DATA EXTRACTS below:
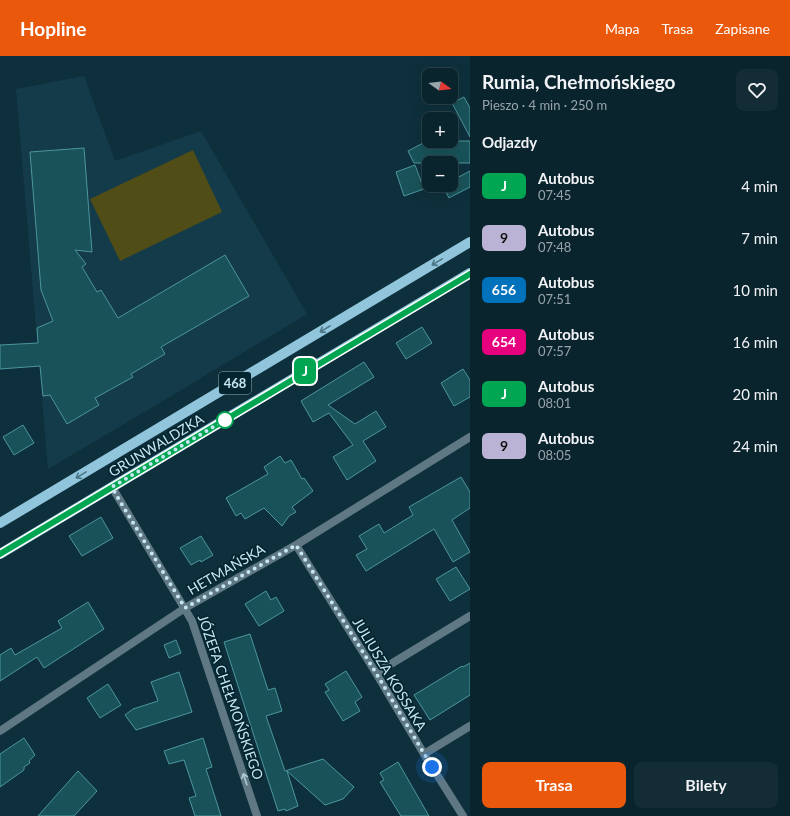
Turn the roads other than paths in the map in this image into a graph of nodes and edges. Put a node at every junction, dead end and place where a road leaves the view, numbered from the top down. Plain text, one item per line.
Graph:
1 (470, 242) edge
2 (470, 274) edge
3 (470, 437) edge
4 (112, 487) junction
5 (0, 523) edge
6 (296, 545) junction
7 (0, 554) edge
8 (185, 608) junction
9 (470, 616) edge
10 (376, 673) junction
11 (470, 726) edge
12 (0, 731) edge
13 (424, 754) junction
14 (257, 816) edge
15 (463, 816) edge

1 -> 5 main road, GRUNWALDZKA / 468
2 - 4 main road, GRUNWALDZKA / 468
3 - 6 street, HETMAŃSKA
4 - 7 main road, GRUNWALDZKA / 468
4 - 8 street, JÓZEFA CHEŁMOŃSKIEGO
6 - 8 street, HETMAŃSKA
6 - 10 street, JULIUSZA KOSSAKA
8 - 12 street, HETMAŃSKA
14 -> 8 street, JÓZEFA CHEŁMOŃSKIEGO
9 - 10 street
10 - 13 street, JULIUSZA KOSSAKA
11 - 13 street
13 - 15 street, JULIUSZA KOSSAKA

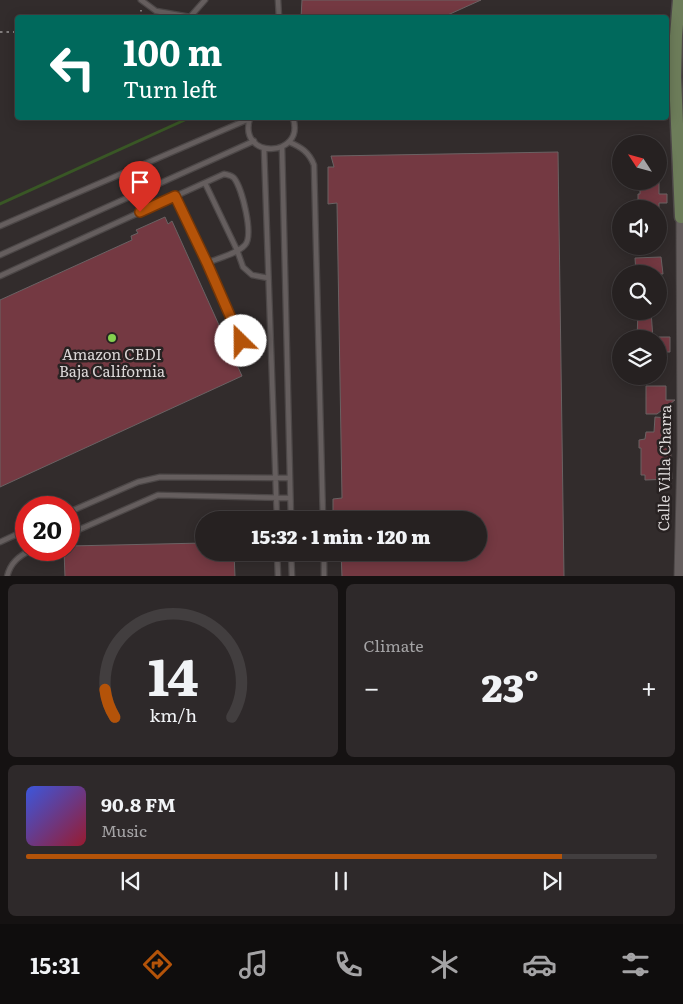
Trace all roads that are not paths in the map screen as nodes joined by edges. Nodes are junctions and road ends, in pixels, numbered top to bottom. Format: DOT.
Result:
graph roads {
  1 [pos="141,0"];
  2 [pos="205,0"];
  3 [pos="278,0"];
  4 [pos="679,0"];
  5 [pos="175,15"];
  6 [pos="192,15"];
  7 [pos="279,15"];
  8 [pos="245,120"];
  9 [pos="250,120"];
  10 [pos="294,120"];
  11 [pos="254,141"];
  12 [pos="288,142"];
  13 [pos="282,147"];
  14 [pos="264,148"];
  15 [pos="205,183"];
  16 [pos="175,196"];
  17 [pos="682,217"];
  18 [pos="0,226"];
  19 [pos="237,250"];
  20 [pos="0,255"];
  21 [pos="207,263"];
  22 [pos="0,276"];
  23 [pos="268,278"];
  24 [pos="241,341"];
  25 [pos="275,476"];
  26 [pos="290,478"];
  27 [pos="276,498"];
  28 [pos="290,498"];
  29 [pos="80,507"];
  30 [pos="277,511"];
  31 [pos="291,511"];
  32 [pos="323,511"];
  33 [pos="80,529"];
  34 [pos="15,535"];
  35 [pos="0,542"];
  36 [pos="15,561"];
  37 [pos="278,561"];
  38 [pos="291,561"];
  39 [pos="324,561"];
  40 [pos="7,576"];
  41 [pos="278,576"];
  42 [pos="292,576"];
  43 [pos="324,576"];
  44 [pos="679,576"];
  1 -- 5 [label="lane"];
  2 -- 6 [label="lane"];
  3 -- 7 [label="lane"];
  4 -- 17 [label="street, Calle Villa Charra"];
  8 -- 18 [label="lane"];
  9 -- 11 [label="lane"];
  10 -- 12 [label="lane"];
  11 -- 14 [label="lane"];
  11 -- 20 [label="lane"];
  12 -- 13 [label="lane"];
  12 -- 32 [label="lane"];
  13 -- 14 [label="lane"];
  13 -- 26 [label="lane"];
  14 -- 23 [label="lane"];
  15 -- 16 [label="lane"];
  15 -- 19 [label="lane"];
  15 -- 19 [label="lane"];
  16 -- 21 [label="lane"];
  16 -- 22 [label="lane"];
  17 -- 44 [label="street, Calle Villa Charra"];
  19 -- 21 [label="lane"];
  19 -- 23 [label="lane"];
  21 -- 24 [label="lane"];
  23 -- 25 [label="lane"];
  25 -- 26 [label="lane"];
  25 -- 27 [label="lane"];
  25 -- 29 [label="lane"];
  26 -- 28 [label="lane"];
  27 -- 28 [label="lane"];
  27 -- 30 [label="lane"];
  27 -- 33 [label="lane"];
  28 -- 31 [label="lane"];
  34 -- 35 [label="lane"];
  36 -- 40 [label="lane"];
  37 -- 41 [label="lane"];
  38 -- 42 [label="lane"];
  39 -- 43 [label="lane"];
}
End of DATA EXTRACTS.
* _WHAT YOU WILL DO_
For the listing above, state how many lines contain the string "main". Give the number and nothing else.

* _WRITTEN ANSWER_
3